DEVELOPING THE MALENGA MZOMA ECONOMY

Making and drying bricks for a community building in Gulumu,
one of the remoter villages

A 2016 survey (available here) showed that almost 80% of people in Malenga Mzoma lived on little more than 50p a day. This is absolute poverty, where income is so low that basic needs can’t be met and where one in eight people eat only once a day.

Highly-developed economies are able to afford services and infrastructure because they have significant tax revenue and they are able to borrow on international money markets at favourable rates.

Neither of these options are available to Malawi.

For decades it was hoped that funding development would raise everyone out of poverty. Alas, this approach doesn’t reach the bulk of the population directly because the need is so great and the funding is so relatively small – and that’s before massive cuts by agencies such as USAID.

The Capacity Foundation’s solutions are to develop the local economy so that more people are earning, to found social enterprises that substitute for tax revenue, and to provide skills that enable people to make a living.

All of these objectives were identified by the community during discussion is 2015-16 and were fleshed out by the baseline survey in 2016.

The loans programme injects investment by enabling people to start or grow a business. As the size of the loans increases, more people can take part and the greater economic activity circulates more cash locally, providing more purchasing power.

A Capacity Foundation survey found that, of the people in Malenga Mzoma who are in business …

FEEL THEY LACK BUSINESS SKILLS
20%
BELIEVE THEY HAVE TOO FEW CUSTOMERS
16%
THINK THERE'S TOO MUCH COMPETITION
14%

Because the loan system channels some money into the Social Action Fund (a type of community chest) it becomes possible to invest in local projects.

This type of highly focussed approach, attuned to very local needs, is not possible under conventional international aid paradigms.

The first projects that people in Malenga Mzoma decided to pay for from the Social Action Fund were four bridges and culverts that had been damaged by flooding or had fallen into disrepair.

(Photos show the Seventh Day road bridge before and after being repaired.)

The power to do this derived directly from the surplus funds generated by the Foundation’s business microloans programme. Neither the Malawi Government nor NGOs had the resources to make the repairs.

An Area Development Committee operates in Malenga Mzoma, representing the forty villages. In this video, chairperson Simeon Lotie Mhone describes the impact of the Social Action Fund.

The Chanju supermarket (called a superette in Malawi), wholly owned and run by the Foundation, sells groceries and household goods from its premises in Chintheche (where our office is also located).

Chanju pays some of its profit to the Foundation as a contribution to the Foundation’s costs – currently, Chanju is covering over a quarter of Capacity’s annual needs.

Chanju helps stimulate the local economy in other ways as well. It employs seven people, and they in turn spend their wages locally; and it purchases some stock from local suppliers, adding to the growth of the local economy.

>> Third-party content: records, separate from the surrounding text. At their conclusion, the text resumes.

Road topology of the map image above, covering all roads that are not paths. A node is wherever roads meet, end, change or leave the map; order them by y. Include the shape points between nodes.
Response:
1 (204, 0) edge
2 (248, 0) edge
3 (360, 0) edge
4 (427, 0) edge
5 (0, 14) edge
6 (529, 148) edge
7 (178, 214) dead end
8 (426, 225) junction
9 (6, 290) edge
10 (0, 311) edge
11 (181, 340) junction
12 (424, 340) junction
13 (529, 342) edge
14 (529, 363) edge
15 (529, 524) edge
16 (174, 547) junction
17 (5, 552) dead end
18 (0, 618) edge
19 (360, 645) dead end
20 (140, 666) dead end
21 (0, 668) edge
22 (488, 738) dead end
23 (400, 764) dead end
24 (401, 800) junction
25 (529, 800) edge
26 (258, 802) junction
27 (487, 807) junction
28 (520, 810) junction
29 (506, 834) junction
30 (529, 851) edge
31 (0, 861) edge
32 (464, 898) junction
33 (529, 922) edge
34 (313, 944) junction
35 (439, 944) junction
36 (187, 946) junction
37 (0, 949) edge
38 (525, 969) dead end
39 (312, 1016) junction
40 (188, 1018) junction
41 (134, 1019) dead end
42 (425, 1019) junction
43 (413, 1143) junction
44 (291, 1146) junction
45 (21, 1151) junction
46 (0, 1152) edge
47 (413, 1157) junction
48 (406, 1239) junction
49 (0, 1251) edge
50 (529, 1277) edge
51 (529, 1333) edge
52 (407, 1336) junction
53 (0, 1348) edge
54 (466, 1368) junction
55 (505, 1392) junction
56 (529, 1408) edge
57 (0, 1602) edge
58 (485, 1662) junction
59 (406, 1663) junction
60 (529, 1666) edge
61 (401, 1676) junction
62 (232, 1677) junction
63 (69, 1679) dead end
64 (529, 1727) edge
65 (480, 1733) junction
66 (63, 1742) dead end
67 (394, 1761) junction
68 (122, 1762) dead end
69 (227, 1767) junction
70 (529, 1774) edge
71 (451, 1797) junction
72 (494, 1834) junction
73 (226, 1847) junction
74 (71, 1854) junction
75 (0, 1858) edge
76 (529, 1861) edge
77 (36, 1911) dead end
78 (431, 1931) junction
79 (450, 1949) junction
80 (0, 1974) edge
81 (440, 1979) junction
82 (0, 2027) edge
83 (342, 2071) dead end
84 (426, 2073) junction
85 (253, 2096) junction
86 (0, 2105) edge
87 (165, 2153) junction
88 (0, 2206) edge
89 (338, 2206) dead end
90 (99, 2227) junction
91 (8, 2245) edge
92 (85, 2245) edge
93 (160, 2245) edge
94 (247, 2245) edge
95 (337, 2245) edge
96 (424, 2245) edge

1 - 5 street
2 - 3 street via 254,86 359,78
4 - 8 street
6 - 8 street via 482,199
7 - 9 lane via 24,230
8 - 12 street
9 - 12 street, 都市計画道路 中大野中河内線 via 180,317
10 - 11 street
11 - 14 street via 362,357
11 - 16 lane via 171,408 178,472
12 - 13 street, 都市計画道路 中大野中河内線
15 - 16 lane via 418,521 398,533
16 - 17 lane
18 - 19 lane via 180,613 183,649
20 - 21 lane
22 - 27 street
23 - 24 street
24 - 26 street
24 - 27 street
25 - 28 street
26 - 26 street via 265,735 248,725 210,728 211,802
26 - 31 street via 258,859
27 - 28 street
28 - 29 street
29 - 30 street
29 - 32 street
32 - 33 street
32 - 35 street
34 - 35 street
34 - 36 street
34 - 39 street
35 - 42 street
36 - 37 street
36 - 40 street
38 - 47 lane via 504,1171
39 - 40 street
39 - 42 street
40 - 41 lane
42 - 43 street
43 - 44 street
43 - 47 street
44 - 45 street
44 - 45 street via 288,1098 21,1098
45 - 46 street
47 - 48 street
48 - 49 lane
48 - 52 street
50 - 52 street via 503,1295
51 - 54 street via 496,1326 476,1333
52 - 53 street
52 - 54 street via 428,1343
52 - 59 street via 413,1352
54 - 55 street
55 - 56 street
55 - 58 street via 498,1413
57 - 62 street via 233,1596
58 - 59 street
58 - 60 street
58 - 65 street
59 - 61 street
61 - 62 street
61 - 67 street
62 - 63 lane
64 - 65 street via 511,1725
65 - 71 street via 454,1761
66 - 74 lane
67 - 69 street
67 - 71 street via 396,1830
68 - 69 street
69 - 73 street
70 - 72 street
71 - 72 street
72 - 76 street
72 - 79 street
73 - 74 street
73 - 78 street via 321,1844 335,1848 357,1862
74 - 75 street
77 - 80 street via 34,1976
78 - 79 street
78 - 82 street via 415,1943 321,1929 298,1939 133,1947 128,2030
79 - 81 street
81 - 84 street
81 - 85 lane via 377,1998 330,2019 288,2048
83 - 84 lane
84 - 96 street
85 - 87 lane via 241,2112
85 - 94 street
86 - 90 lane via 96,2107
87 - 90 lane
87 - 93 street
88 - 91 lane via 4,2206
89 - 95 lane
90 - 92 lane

In September 2025 an appeal started to build, equip and stock a second Chanju. The new superette will be in Chipitula, a neighbourhood of the biggest city in north Malawi, Mzuzu (about 52 miles from our base at Chintheche).

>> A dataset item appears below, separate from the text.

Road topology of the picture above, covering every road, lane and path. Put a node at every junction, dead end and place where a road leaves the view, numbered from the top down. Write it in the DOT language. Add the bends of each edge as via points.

Chanju Chipitula will be much bigger than Chintheche, and is situated among a much larger and more affluent population (with commensurately greater disposable income).

Inside the supermarket in Chintheche.
As well as foodstuffs, Chanju sells a wide range of personal and household products.
The second store will be much larger than the present one in Chintheche.

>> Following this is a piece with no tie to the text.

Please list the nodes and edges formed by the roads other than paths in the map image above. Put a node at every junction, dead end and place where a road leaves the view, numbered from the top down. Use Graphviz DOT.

Our target is to raise £50,000 ($67,000) from loans that will be repaid over five years. The money will be raised in the UK and passed over to the Malawi side, with the loans and interest being repaid from the new superette’s profits. It is anticipated that the new shop will produce about three times as much to the Foundation as the Chintheche shop does – going a long way to making the charity’s operations in Malawi fully funded from within the country. It is hoped the new superette will be open by 2026.